(Beginning of DATA RECORDS)

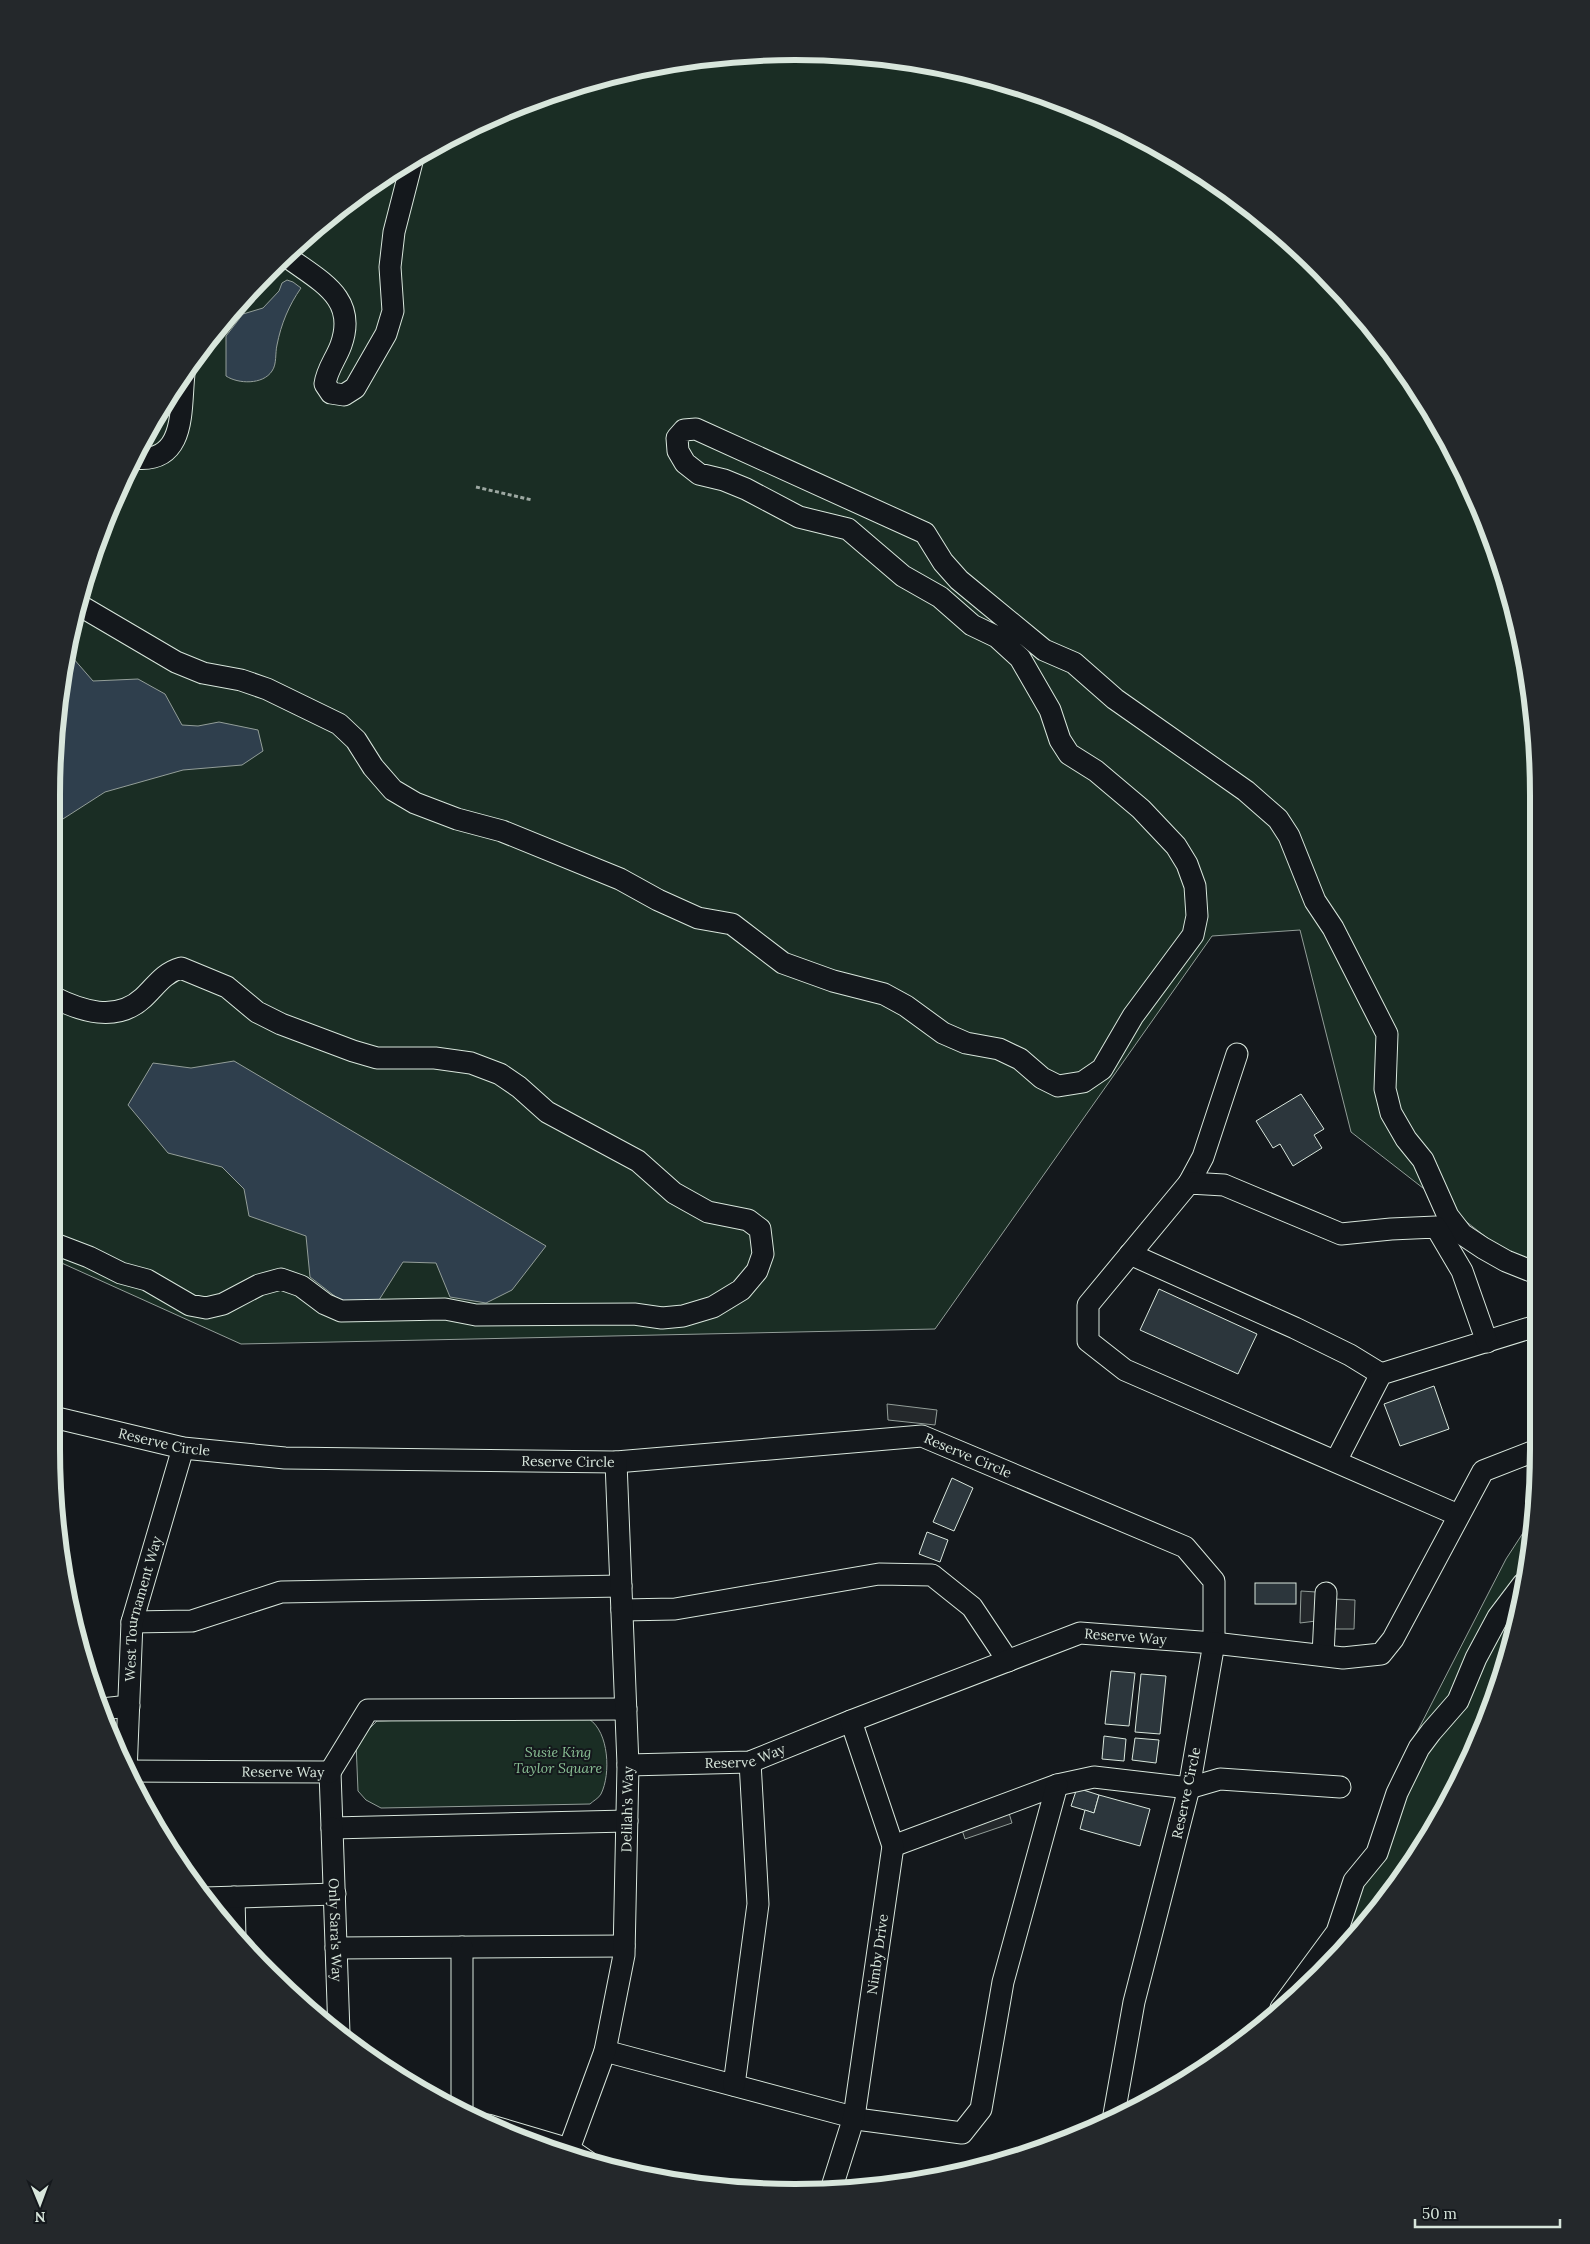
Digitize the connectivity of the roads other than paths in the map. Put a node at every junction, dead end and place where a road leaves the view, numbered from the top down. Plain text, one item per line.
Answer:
1 (410, 169) edge
2 (291, 260) edge
3 (183, 389) edge
4 (142, 459) edge
5 (84, 608) edge
6 (60, 1001) edge
7 (1238, 1054) dead end
8 (1188, 1183) junction
9 (60, 1246) edge
10 (1130, 1254) junction
11 (1530, 1271) edge
12 (1530, 1328) edge
13 (1487, 1342) junction
14 (1381, 1374) junction
15 (60, 1419) edge
16 (183, 1448) junction
17 (1530, 1453) edge
18 (616, 1462) junction
19 (1336, 1462) junction
20 (1458, 1515) junction
21 (621, 1586) junction
22 (1326, 1593) dead end
23 (1516, 1594) edge
24 (622, 1610) junction
25 (132, 1622) junction
26 (1214, 1643) junction
27 (1323, 1655) junction
28 (1008, 1661) junction
29 (129, 1706) junction
30 (108, 1708) edge
31 (626, 1709) junction
32 (851, 1721) junction
33 (127, 1754) edge
34 (750, 1762) junction
35 (628, 1765) junction
36 (135, 1771) edge
37 (330, 1772) junction
38 (1057, 1785) junction
39 (1340, 1787) dead end
40 (1189, 1788) junction
41 (627, 1821) junction
42 (332, 1828) junction
43 (893, 1846) junction
44 (335, 1894) junction
45 (234, 1897) junction
46 (213, 1898) edge
47 (234, 1924) edge
48 (624, 1946) junction
49 (462, 1947) junction
50 (336, 1948) junction
51 (1298, 1985) edge
52 (339, 2025) edge
53 (604, 2051) junction
54 (734, 2085) junction
55 (462, 2104) edge
56 (1115, 2110) edge
57 (854, 2117) junction
58 (569, 2149) edge
59 (832, 2182) edge

1 - 2 street
3 - 4 street
5 - 11 street
6 - 9 street
7 - 8 street
8 - 10 street
8 - 13 street
10 - 14 street
10 - 19 street
12 - 13 street
13 - 14 street
14 - 19 street
15 - 16 street, Reserve Circle
16 - 18 street, Reserve Circle
16 - 25 street, West Tournament Way
17 - 20 street, Reserve Way
18 - 21 street, Delilah's Way
18 - 26 street, Reserve Circle
19 - 20 street
20 - 27 street, Reserve Way
21 - 24 street, Delilah's Way
21 - 25 street
22 - 27 street
23 - 51 street
24 - 28 street
24 - 31 street, Delilah's Way
25 - 29 street, West Tournament Way
26 - 27 street, Reserve Way
26 - 28 street, Reserve Way
26 - 40 street, Reserve Circle
28 - 32 street, Reserve Way
29 - 30 street
29 - 33 street, West Tournament Way
31 - 35 street, Delilah's Way
31 - 37 street
32 - 34 street, Reserve Way
32 - 43 street, Nimby Drive
34 - 35 street, Reserve Way
34 - 54 street
35 - 41 street, Delilah's Way
36 - 37 street, Reserve Way
37 - 42 street, Reserve Way
38 - 40 street
38 - 43 street
38 - 57 street
39 - 40 street
40 - 56 street, Reserve Circle
41 - 42 street
41 - 48 street, Delilah's Way
42 - 44 street, Only Sara's Way
43 - 57 street, Nimby Drive
44 - 45 street
44 - 50 street, Only Sara's Way
45 - 46 street
45 - 47 street
48 - 49 street
48 - 53 street, Delilah's Way
49 - 50 street
49 - 55 street
50 - 52 street, Only Sara's Way
53 - 54 street
53 - 58 street, Delilah's Way
54 - 57 street
57 - 59 street, Nimby Drive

(End of DATA RECORDS)

DESCRIPTION OF THE TASK:
Within the listing above, find every line containing the string "Drive" and return it.

SOLUTION TO THE EXERCISE:
32 - 43 street, Nimby Drive
43 - 57 street, Nimby Drive
57 - 59 street, Nimby Drive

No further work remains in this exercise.